Capítulo 1 - O Filho
Adril estava caído contra o chão. Sua cabeça, zonza, latejava de dor. O sangue rubro escorria de um corte na testa.
Com esforço, ele se apoiou, com as mãos, e ergueu seu tronco. Viu seu pai caído diante dele. Eles estavam há alguns passos da entrada das passarelas subterrâneas.
Toda a cidade estava desolada, coberta pela fuligem cinzenta e repleta de cadáveres.
Ele pensou em Igniv e sua mãe. Sentiu um profundo desespero com a possibilidade de eles terem se ferido.
Com dificuldade, se levantou. Suas costelas doeram com o movimento. Adril correu em direção a Corviv, o seu pai e mestre, ignorando a própria dor.
— Pai! — Ajoelhou-se ao lado do homem e passou o braço por debaixo das suas costas.

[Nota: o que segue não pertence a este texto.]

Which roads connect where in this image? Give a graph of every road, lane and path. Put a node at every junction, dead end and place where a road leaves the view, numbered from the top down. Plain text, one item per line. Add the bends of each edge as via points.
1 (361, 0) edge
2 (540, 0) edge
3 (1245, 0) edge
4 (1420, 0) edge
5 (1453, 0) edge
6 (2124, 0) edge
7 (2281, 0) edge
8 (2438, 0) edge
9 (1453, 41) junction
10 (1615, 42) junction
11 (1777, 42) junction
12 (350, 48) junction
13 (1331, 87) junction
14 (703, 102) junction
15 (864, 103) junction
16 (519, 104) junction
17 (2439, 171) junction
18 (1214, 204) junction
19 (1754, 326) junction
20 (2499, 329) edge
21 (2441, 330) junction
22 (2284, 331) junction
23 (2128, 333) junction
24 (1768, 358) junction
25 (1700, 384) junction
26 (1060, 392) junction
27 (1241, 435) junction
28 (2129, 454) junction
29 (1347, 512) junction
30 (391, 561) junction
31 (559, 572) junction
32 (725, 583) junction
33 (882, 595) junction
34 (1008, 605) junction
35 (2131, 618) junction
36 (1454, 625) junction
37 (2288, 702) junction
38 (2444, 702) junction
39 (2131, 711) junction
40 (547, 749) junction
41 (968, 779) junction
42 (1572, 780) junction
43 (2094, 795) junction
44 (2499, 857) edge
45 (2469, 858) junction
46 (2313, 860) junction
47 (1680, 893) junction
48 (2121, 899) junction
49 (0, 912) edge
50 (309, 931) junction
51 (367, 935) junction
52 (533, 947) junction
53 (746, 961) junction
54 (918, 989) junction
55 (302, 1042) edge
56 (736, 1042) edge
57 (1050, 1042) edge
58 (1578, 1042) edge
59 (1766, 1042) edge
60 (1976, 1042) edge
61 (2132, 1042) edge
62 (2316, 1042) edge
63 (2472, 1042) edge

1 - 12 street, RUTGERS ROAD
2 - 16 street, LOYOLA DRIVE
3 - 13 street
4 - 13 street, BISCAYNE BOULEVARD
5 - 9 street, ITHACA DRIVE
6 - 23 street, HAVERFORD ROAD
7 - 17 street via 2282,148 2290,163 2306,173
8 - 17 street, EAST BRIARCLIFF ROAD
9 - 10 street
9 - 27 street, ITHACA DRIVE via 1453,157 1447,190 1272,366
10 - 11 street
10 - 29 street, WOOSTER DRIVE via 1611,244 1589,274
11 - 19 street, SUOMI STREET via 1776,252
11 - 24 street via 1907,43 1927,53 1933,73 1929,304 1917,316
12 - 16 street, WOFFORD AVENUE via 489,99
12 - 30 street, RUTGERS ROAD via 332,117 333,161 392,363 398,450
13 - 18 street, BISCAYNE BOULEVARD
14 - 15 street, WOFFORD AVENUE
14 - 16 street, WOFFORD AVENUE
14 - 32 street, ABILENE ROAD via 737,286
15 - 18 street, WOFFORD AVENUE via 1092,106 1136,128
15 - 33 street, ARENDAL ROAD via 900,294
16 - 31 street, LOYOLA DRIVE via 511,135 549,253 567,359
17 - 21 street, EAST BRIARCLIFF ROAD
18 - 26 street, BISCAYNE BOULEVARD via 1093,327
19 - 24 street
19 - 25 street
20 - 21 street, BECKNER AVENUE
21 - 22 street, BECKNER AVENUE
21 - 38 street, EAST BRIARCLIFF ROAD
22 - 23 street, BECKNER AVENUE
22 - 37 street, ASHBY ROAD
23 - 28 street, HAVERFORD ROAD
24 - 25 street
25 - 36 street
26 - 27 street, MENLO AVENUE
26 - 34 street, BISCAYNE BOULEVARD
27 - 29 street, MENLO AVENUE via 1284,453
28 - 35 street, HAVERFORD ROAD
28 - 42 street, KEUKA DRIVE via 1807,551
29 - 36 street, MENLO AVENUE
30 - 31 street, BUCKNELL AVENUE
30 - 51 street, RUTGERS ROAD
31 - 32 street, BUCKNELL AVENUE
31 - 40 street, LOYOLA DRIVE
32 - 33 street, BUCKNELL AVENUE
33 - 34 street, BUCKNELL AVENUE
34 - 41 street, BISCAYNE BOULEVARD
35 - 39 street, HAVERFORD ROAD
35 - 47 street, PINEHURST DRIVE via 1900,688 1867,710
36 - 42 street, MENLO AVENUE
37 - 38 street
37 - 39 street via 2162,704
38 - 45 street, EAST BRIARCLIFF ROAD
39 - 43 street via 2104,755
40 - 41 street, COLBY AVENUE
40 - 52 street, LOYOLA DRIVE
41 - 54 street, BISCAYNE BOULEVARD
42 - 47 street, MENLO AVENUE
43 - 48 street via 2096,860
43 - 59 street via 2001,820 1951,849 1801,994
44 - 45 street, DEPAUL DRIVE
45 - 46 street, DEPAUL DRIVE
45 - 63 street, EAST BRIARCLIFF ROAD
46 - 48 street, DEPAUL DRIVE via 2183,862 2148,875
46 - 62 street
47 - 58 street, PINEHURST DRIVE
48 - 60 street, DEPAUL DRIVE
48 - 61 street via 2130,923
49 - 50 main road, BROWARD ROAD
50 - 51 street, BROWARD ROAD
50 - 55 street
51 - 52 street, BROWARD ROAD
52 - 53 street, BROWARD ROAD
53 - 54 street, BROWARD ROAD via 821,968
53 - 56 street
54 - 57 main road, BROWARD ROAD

O pai do rapaz abriu os olhos cinzentos e encarou o filho de forma atordoada.
— Foi uma explosão... — O mais velho falou com a voz fraca. — ...Forte demais pra ter sido só pólvora.
— Alquimia. — Adril disse.
— Alguém traiu Anesamar.
— Vamos sair daqui. — Adril colocou força e usou o outro braço para levantar o pai que passou o braço ao redor dos ombros do filho. — E ir pra casa! A mãe e o Niv podem estar machucados!
— Não! Temos coisas mais importantes para fazer.
— Pai! — Abriu a boca para contestar, mas foi interrompido por Corviv.
— Se eles estivessem mortos, saberíamos.
Adril, no passado, teve esperanças de conseguir o afeto do pai ao se tornar seu pupilo. Ledo engano.
Obedecendo Corviv, Adril se levantou junto de seu pai, apoiando-o. Eles deram passos em direção à escadaria do túnel.
Os degraus eram engolidos pelas sombras das abóbadas brilhantes e paredes adornadas das galerias, com padrões de mosaicos vermelhos e palavras e runas douradas.
Sons de gritos e risadas atraíram a atenção deles, junto com os cascos de cavalos trotando no chão.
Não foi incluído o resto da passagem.